In the figure,$\angle ACB = 90^{\circ}$ and $CD \perp AB$. Prove that $\frac{BC^{2}}{AC^{2}} = \frac{BD}{AD}$.

(N/A) In $\Delta ACD$ and $\Delta ABC$:
$\angle ADC = \angle ACB = 90^{\circ}$
$\angle CAD = \angle CAB$ (Common angle)
Therefore,$\Delta ACD \sim \Delta ABC$ (by $AA$ similarity criterion).
This implies $\frac{AC}{AB} = \frac{AD}{AC}$,so $AC^{2} = AB \cdot AD$ $...(1)$
In $\Delta BCD$ and $\Delta BAC$:
$\angle BDC = \angle BCA = 90^{\circ}$
$\angle CBD = \angle ABC$ (Common angle)
Therefore,$\Delta BCD \sim \Delta BAC$ (by $AA$ similarity criterion).

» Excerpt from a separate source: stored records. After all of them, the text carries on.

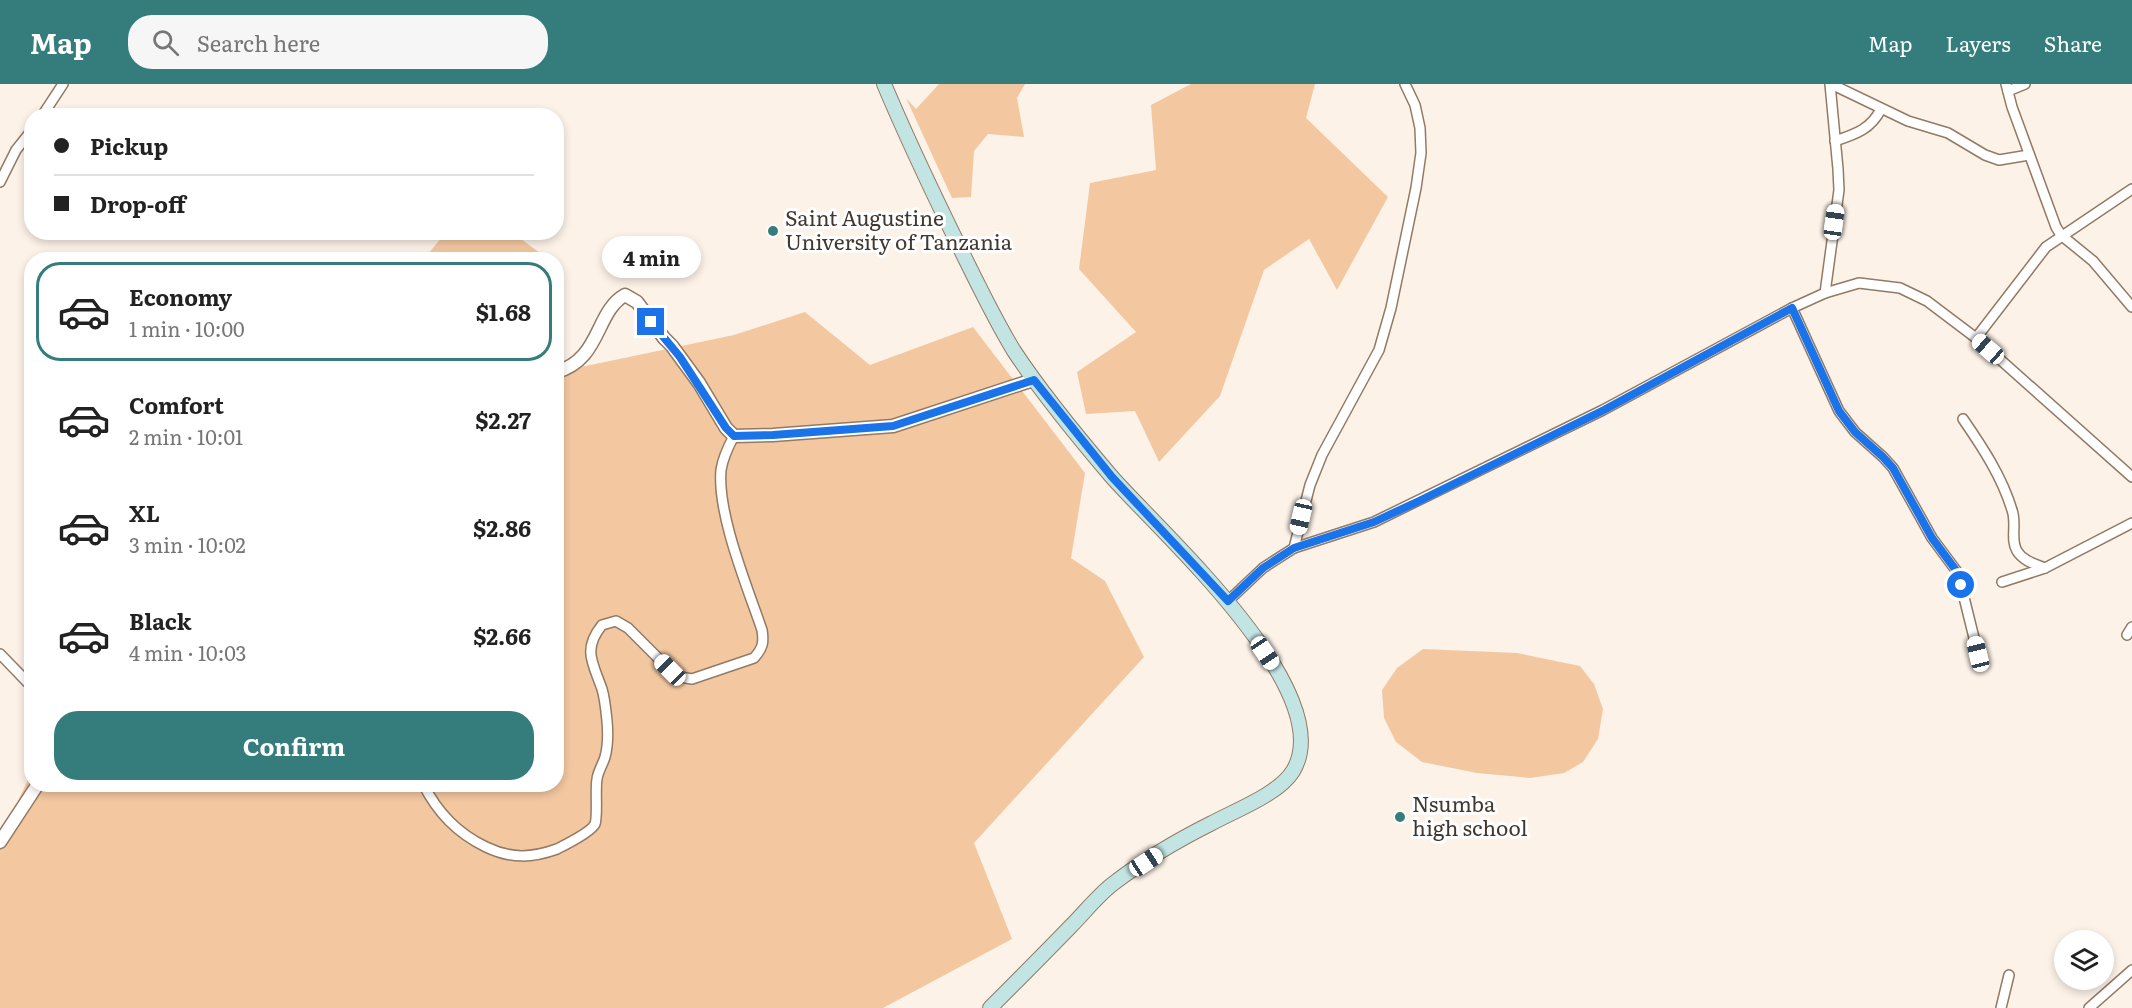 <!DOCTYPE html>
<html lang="en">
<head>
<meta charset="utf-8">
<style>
  :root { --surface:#fff; --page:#f6f6f6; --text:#222; --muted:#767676; --line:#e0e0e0; --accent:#347d7c }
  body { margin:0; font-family:Literata,serif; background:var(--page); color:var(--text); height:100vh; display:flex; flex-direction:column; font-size:22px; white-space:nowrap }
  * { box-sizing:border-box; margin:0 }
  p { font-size:20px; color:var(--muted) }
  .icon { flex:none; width:33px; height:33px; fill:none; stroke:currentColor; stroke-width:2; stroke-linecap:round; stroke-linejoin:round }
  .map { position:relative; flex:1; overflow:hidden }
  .details { position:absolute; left:24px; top:168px; width:540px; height:540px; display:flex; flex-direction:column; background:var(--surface); border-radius:24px; box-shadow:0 3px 9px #0003 }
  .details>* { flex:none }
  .hud { position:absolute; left:24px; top:24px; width:540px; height:132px; border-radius:24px; box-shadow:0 3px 9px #0003; display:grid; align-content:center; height:132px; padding:0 30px; background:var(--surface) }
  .controls { position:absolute; left:2054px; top:846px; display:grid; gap:12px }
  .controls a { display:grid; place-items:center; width:60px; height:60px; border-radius:50%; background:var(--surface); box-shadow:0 3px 9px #0003; font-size:30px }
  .end { position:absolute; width:27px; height:27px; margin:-14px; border:8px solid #1a73e8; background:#fff; box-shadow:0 0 0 3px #fff }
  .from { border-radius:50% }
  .bubble { position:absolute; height:42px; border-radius:21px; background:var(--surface); box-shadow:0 3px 9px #0003; font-size:20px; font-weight:700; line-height:42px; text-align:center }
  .car { position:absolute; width:18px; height:36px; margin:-18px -9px; border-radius:8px; box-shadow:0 0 4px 2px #0007; background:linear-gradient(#fff 24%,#345 0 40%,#fff 0 76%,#345 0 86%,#fff 0) }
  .hud b { display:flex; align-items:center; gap:21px; height:57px; font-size:22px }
  .hud b+b { border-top:2px solid var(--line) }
  .hud i { width:15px; height:15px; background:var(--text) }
  ul { padding:10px 0 0; list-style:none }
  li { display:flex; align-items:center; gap:18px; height:99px; margin:0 12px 9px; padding:0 18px; border:3px solid transparent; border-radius:24px }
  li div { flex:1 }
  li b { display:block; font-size:22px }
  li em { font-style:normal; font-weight:700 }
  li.current { border-color:var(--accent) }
  li>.icon { width:54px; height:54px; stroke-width:1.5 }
  .action { display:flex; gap:12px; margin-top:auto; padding:12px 30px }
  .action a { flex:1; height:69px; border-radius:24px; background:var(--accent); color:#fff; font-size:24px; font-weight:700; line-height:69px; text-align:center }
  header { display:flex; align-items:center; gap:36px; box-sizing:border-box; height:84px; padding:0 30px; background:var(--accent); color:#fff }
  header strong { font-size:28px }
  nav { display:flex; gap:33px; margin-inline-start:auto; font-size:21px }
  .search { width:420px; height:54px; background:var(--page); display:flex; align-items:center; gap:15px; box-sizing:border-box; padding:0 21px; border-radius:24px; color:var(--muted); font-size:22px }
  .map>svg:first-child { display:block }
  .green { fill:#f3c8a1 }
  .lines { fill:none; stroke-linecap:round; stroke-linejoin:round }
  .minor-casing { stroke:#927a64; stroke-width:12 }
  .tertiary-casing { stroke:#927a64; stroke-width:15 }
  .secondary-casing { stroke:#927a64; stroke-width:16 }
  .minor { stroke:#fff; stroke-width:9 }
  .tertiary { stroke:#fff; stroke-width:12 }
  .secondary { stroke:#c2e5e4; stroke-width:14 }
  .route { stroke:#1a73e8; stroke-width:8 }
  .poi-dot { fill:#347d7c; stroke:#fff; stroke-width:2 }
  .labels { text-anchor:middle; stroke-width:6; stroke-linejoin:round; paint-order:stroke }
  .poi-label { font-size:21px; fill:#43382f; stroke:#fff; text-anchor:start }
</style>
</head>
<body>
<header>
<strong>Map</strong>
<div class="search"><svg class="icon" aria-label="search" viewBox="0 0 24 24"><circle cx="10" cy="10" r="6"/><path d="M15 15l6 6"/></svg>Search here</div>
<nav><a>Map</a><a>Layers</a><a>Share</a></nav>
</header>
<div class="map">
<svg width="2132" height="924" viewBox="0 0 2132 924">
  <rect width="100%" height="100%" fill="#fdf2e8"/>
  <g class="green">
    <polygon points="939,0 1025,0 1017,14 1024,53 988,50 974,67 971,113 952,114 906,14 916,25"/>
    <polygon points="1191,0 1315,0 1306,34 1388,113 1337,206 1309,155 1264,186 1220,312 1159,378 1135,327 1086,330 1077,288 1136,248 1079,185 1090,99 1156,86 1151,21"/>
    <polygon points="446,148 513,149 548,175 424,175"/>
    <polygon points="805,228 870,281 973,243 1085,389 1071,474 1105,497 1144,573 974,759 1012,855 883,924 0,924 0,756 31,689 32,700 556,700 557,288 734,251"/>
    <polygon points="1423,565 1517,569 1580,582 1594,600 1603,625 1598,655 1583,678 1564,689 1530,694 1477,689 1422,678 1396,658 1384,634 1382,606 1397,584"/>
  </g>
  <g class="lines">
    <g class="minor-casing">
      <g id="minor">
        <polyline points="1831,0 1908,37 1948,49 1985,71 1999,76 2029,71"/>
        <polyline points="2006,0 2012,23 2056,143 2061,151 2093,177 2132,223"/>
        <polyline points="2008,7 2025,0"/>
        <polyline points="42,32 63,0"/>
        <path d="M1835,57C1856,50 1871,45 1881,25"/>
        <polyline points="0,98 16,66 32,46"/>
        <polyline points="1825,209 1839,106 1838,85 1830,0"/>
        <polyline points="1792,224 1839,327 1855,348 1883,373 1893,384 1932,454 1958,489 1978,570"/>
        <polyline points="1976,254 2046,163 2132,105"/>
        <path d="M1963,335C1983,364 2002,393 2012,426C2017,439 2010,456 2017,467C2023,477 2035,480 2045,484L2132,439"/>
        <polyline points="1294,464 1310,401 1322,371 1379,266 1391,224 1416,104 1421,69 1420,44 1415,21 1405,0"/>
        <polyline points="2002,498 2045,484"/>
        <polyline points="1228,517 1263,484 1294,464 1374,438 1603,326 1792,224 1825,209 1859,199 1900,204 1927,217 1976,254 2132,393"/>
        <polyline points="2127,551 2132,543"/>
        <polyline points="0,570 32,603"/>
        <path d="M423,700C438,729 457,749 486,763C511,775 532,774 557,765C565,761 591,748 595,740C598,732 595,706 597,695C598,687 603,680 605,673C608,662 608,648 607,637C606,627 605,615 602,605C593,579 582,566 602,541L616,537L628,544L670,586L680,593L692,595L754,574C763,564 764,558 762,546C747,502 717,430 721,386C723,373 728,363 734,352"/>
        <polyline points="2001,924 2009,891"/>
        <polyline points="2089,924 2132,886"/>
      </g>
    </g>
    <g class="tertiary-casing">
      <g id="tertiary">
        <path d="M556,288C601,276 595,228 625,211L637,218L664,254L672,262L699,299L726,344L734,352L773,351L893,342L1033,296"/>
        <polyline points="0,758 38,700"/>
      </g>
    </g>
    <g class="secondary-casing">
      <path id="secondary" d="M884,0C906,52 930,103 955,154C974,192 992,231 1014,267C1043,311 1077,352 1111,392C1158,446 1341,608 1293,687C1279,710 1236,726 1212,739C1178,756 1144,776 1114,799C1098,811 1085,828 1071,842C1044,870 1017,897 990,924"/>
    </g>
    <use href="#minor" class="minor"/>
    <use href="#tertiary" class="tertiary"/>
    <use href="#secondary" class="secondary"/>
  </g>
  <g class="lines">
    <polyline class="route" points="651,238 680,273 726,344 734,352 773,351 893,342 1034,296 1112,393 1228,517 1263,484 1294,464 1374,438 1419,417 1604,326 1792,224 1839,327 1855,348 1883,373 1893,384 1932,454 1958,489 1961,501"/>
  </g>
  <g class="poi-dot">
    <circle cx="773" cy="147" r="6"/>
    <circle cx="1400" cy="733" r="6"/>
  </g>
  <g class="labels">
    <g class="poi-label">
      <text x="785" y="142">Saint Augustine<tspan x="785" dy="24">University of Tanzania</tspan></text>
      <text x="1412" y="728">Nsumba<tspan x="1412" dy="24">high school</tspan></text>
    </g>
  </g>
</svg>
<div class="controls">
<a><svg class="icon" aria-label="layers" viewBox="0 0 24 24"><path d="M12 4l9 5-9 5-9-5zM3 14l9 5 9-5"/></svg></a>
</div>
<i class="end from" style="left:1961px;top:501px"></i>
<i class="end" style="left:651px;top:238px"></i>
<div class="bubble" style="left:602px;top:152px;width:99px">4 min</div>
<i class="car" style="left:1834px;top:138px;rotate:8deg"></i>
<i class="car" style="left:1988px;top:265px;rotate:311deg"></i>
<i class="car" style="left:1301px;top:433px;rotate:193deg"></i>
<i class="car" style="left:1265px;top:569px;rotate:146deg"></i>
<i class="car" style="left:1978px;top:570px;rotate:346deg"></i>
<i class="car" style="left:670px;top:586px;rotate:315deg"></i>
<i class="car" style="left:1146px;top:778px;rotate:57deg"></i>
<div class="hud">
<b><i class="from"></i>Pickup</b>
<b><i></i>Drop-off</b>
</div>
<section class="details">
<ul>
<li class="current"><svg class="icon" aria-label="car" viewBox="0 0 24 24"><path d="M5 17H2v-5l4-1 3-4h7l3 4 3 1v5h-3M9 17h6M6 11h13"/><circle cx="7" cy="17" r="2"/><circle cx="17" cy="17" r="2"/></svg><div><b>Economy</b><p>1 min · 10:00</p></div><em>$1.68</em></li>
<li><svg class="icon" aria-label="car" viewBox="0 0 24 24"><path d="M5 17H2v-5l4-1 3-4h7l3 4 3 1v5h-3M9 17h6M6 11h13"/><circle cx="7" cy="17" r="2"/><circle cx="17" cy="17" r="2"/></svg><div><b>Comfort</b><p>2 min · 10:01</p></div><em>$2.27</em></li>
<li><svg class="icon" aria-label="car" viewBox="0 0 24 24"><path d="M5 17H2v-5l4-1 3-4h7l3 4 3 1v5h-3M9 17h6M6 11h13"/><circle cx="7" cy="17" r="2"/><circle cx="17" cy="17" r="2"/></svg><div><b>XL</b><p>3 min · 10:02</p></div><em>$2.86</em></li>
<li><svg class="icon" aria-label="car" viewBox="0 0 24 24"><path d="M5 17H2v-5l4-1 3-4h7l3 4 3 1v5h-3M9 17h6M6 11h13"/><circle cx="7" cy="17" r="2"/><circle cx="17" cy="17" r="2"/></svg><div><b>Black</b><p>4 min · 10:03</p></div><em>$2.66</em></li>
</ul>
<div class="action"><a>Confirm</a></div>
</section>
</div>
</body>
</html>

This implies $\frac{BC}{BA} = \frac{BD}{BC}$,so $BC^{2} = BA \cdot BD$ $...(2)$
Dividing equation $(2)$ by equation $(1)$:
$\frac{BC^{2}}{AC^{2}} = \frac{BA \cdot BD}{AB \cdot AD}$
Since $BA = AB$,we get:
$\frac{BC^{2}}{AC^{2}} = \frac{BD}{AD}$